SQL Server Outage Explanation

This is the information we have so far for the outage of SQL Server on 10-9 through 10-10. Microsoft’s technical team and SQL Server development team has worked with us since early this morning to figure out what happened, what could be done to prevent in the future and a fix if possible from them.

At around 3PM MDT we received a very small handful of complaints about connection issues to SQL Server, we investigated but found no issues and were unable to reproduce any problems. This is when the first issue started. Just after 7:30PM MDT the entire SQL Server service and process failed and closed without shutting down cleanly. This immediately caused issues with about 130 databases. These databases went into “Suspect” status, while about 50 or so databases went into “Emergency” status and about 80 databases went into “Recovery” status. We were able to restart the SQL Server service, but with a large number of errors (about 100 per second) to the event logs.

We were able to recover most of the “Suspect” databases, but none of the “Emergency” databases. The master database was also giving out lots of errors and other issues. At this point, we zipped up the logs directory to give to Microsoft and proceeded to revert to backups. The SQL server Windows installation and all databases are backed up every 3 hours (bare metal) we first restored the 6PM MDT backup, however upon starting, we noticed the same issue as earlier. It appeared that the corruption was occurring before SQL Server crashed. We proceeded with the 3PM backup, unfortunately, we found the same issues on this image as well, though not as much. So we ultimately had to fall back to the 12PM MDT backup which had no issues or errors and immediately started.

Microsoft responded to us early this morning stating they were looking into it, however due to the very large number of logs, crash dumps and their size, it may take a few hours. Today around 12PM MDT they got back to us with a fairly “simple” explanation about what they believe happened.

At around 3PM MDT the thread count of SQL Server began climbing, slowly, but at a steady rate, by 7PM MDT the number of open threads was in the 10s of thousands. At this point, the Windows CPU scheduler / threading manager gave up, the OS locked, SQL Server crashed as it had no further resources to do any further actions. Once the service crashed, Windows did recover enough for us to cleanly reboot the server. At this time Microsoft is not sure what caused this, if it is a CPU problem, a Windows problem, something internal to SQL Server, a BIOS issue, something in the processor’s microcode etc. They are continuing this later this week with the Windows support / developers to see what may have happened. As they get more information about what could have caused this issue we will update this post.

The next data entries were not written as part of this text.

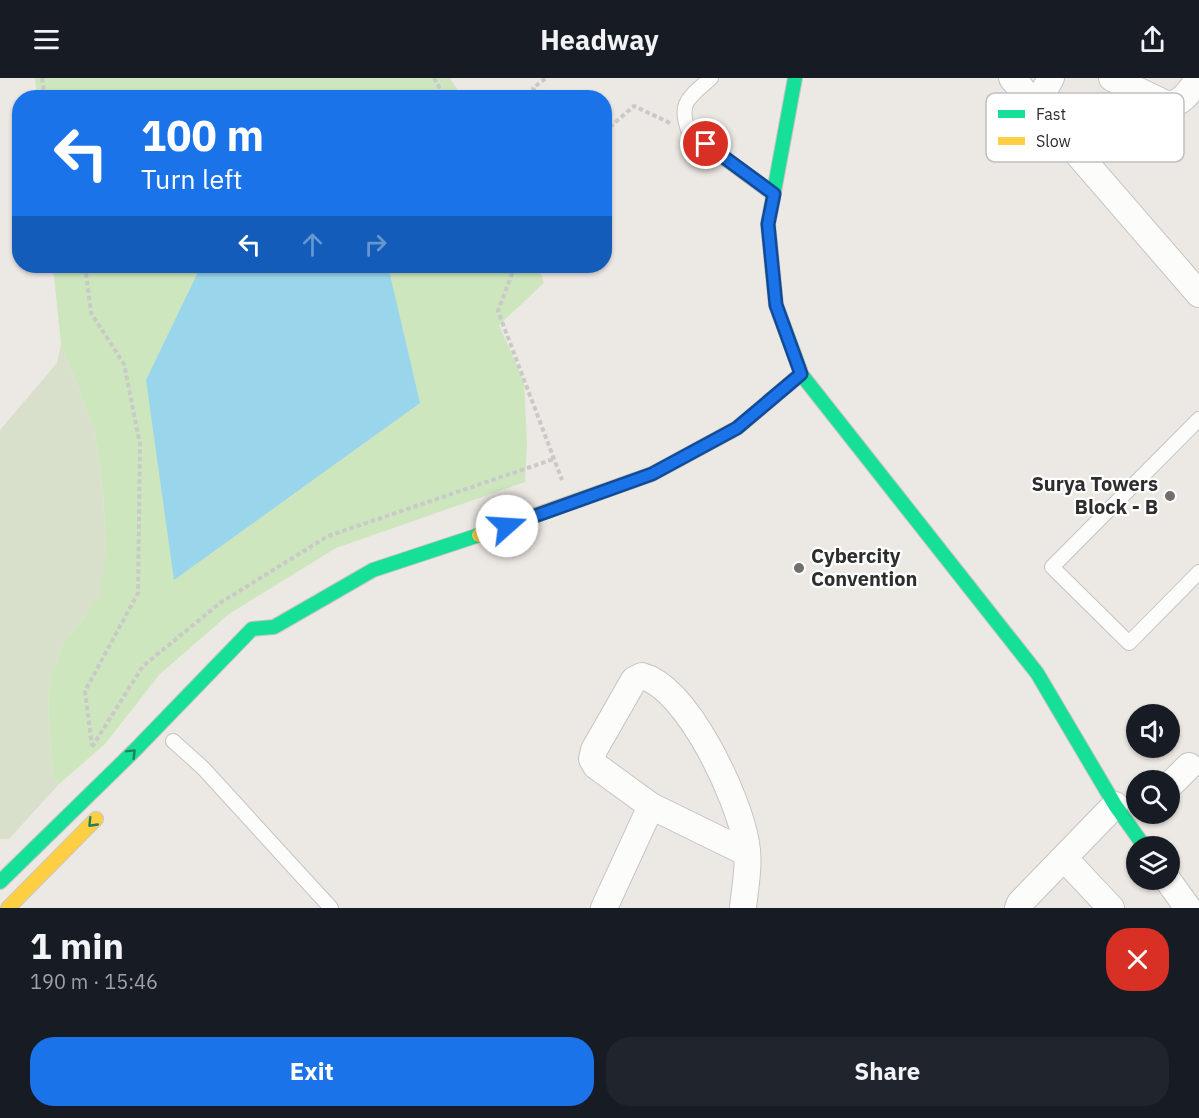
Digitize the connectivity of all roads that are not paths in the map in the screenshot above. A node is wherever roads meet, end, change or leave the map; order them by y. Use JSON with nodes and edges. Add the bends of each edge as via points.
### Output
{"nodes":[{"id":1,"x":711,"y":78,"type":"edge"},
{"id":2,"x":795,"y":78,"type":"edge"},
{"id":3,"x":1051,"y":78,"type":"edge"},
{"id":4,"x":1112,"y":78,"type":"edge"},
{"id":5,"x":1199,"y":78,"type":"edge"},
{"id":6,"x":1025,"y":88,"type":"edge"},
{"id":7,"x":1143,"y":93,"type":"edge"},
{"id":8,"x":1184,"y":98,"type":"edge"},
{"id":9,"x":1088,"y":162,"type":"edge"},
{"id":10,"x":774,"y":194,"type":"junction"},
{"id":11,"x":1199,"y":294,"type":"edge"},
{"id":12,"x":801,"y":374,"type":"junction"},
{"id":13,"x":1199,"y":419,"type":"edge"},
{"id":14,"x":1199,"y":572,"type":"edge"},
{"id":15,"x":274,"y":627,"type":"junction"},
{"id":16,"x":266,"y":645,"type":"dead end"},
{"id":17,"x":172,"y":741,"type":"dead end"},
{"id":18,"x":1189,"y":766,"type":"dead end"},
{"id":19,"x":1180,"y":775,"type":"edge"},
{"id":20,"x":651,"y":806,"type":"junction"},
{"id":21,"x":106,"y":809,"type":"dead end"},
{"id":22,"x":1126,"y":811,"type":"edge"},
{"id":23,"x":1126,"y":815,"type":"edge"},
{"id":24,"x":747,"y":853,"type":"junction"},
{"id":25,"x":1064,"y":858,"type":"junction"},
{"id":26,"x":0,"y":882,"type":"edge"},
{"id":27,"x":1175,"y":890,"type":"edge"},
{"id":28,"x":8,"y":908,"type":"edge"},
{"id":29,"x":331,"y":908,"type":"edge"},
{"id":30,"x":604,"y":908,"type":"edge"},
{"id":31,"x":743,"y":908,"type":"edge"},
{"id":32,"x":1018,"y":908,"type":"edge"},
{"id":33,"x":1111,"y":908,"type":"edge"},
{"id":34,"x":1188,"y":908,"type":"edge"}],
"edges":[{"from":1,"to":10,"type":"lane","via":[[688,99],[684,108],[689,132]]},
{"from":2,"to":10,"type":"street"},
{"from":3,"to":6,"type":"street"},
{"from":4,"to":7,"type":"street"},
{"from":5,"to":8,"type":"street"},
{"from":9,"to":11,"type":"street"},
{"from":10,"to":12,"type":"street","via":[[768,224],[776,305]]},
{"from":12,"to":15,"type":"street","via":[[737,428],[652,474],[374,570]]},
{"from":12,"to":22,"type":"street","via":[[1037,673]]},
{"from":13,"to":14,"type":"lane","via":[[1052,567],[1130,644]]},
{"from":15,"to":16,"type":"street"},
{"from":26,"to":15,"type":"street","one_way":true,"via":[[252,629]]},
{"from":17,"to":29,"type":"lane","via":[[203,768]]},
{"from":18,"to":19,"type":"street"},
{"from":20,"to":24,"type":"street"},
{"from":20,"to":24,"type":"street","via":[[592,759],[634,680],[642,676],[665,688],[684,708],[709,748],[730,795]]},
{"from":20,"to":30,"type":"street"},
{"from":21,"to":28,"type":"street","one_way":true},
{"from":23,"to":25,"type":"street"},
{"from":24,"to":31,"type":"street"},
{"from":25,"to":32,"type":"street"},
{"from":25,"to":33,"type":"street"},
{"from":27,"to":34,"type":"street"}]}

Currently the state of SQL Server is 100%. All databases passed all DBCC CHECKDB checks without errors. We are now more closely monitoring SQL Server’s processes handles and threads. With guidance from Microsoft and their recommendation on limits based on our hardware we have fine tuned our PRTG monitor system to better alert us to possible problems.

We’d like to thank everyone for their patience and understanding while we worked to resolve this.

Thank you for choosing ASPnix!